2. The evaluation system according to claim 1, wherein: The database also includes a data analysis configuration library. The data analysis and evaluation device applies a data analysis and evaluation software method to perform data analysis on the operating data according to the preset data analysis configuration library and stores the data in the data storage library.

3. The evaluation system according to claim 1, wherein: The dynamics simulation system is used for: Extracting operating parameters related to coupler force calculation based on the operating data, the operating parameters related to coupler force calculation including at least: air braking amount, slope data, curve data, tunnel data, train formation data, and operating speed; Dynamic simulation and coupler force calculation are performed according to the operating parameters to obtain a coupler force variation curve of the locomotive.

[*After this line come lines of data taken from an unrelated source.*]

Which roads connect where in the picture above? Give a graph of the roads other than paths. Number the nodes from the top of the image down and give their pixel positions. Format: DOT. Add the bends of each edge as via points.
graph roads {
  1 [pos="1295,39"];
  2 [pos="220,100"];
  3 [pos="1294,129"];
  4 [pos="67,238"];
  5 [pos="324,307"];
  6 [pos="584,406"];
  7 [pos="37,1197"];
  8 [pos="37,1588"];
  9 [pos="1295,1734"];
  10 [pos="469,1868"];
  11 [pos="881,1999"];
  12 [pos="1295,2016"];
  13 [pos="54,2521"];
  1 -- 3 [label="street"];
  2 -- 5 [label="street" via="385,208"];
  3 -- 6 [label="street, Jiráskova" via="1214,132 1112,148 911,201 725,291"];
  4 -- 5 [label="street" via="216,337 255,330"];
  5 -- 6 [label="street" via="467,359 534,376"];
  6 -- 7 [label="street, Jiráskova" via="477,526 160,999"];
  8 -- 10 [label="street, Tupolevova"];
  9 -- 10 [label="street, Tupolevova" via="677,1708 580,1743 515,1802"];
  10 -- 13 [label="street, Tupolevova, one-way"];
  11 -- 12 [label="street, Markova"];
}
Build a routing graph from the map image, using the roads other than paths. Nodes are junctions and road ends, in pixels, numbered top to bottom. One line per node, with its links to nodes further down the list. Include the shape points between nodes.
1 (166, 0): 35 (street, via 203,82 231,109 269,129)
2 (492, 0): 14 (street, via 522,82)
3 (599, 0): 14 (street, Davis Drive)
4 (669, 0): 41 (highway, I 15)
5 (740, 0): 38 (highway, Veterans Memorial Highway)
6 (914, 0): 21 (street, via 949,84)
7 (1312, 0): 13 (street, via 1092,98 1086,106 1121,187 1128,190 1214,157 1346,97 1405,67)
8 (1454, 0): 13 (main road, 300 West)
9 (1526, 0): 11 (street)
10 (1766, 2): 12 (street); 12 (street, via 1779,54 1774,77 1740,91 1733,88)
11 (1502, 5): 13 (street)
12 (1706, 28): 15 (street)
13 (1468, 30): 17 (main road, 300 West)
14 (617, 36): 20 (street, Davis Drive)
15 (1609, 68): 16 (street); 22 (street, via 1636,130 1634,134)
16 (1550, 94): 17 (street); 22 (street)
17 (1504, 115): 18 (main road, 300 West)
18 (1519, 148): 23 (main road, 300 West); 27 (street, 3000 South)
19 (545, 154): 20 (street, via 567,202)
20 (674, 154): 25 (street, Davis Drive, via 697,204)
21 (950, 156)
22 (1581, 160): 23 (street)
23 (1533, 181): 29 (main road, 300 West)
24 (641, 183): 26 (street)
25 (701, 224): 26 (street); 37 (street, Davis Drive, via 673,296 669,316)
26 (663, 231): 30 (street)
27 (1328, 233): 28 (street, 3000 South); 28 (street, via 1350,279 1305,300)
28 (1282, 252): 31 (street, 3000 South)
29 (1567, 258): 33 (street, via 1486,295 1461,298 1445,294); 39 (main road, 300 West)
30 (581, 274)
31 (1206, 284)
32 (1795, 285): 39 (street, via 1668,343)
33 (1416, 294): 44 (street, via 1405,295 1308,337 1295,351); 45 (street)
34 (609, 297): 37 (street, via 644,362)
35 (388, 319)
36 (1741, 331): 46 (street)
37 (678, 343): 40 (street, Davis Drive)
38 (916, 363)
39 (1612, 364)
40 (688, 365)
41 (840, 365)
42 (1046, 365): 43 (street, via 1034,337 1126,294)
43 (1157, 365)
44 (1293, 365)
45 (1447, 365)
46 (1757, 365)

4. The evaluation system according to claim 1, wherein: The big data platform also includes a statistical display module for: Counting the evaluation results of one or more locomotives in different time periods from a time dimension; Counting the evaluation results of each locomotive in each railway bureau, line or section from the location dimension; The precise parking position distribution and interval time distribution of the automatic driving system on a single track are statistically analyzed based on the accuracy probability distribution.

5. The evaluation system according to claim 4, wherein: The statistical display module is also used for: Receive query requests input by users; In response to the query request, the evaluation results of one or more locomotives are statistically analyzed and displayed from the time dimension, location dimension or accuracy probability distribution.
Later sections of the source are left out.